Take each line of the data that contains the string "thumb" and copy it.

The data
────

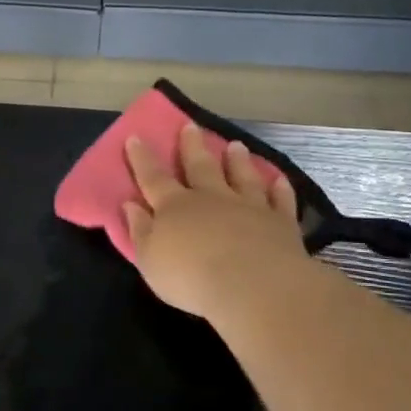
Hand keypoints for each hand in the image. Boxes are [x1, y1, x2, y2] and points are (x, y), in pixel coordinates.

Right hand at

────

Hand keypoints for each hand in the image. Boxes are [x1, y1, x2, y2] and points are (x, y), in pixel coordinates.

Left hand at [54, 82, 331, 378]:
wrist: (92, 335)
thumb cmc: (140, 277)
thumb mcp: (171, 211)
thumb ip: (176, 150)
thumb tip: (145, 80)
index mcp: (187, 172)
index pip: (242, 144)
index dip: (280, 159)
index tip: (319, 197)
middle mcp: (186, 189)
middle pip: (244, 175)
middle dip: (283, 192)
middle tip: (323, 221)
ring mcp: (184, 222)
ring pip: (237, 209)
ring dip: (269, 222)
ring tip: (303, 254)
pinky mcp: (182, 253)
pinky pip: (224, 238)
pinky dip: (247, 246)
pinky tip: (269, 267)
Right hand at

────

Solution for this exercise
thumb cmc: (140, 277)
thumb mcp: (171, 211)
thumb ip: (176, 150)
thumb tip: (145, 80)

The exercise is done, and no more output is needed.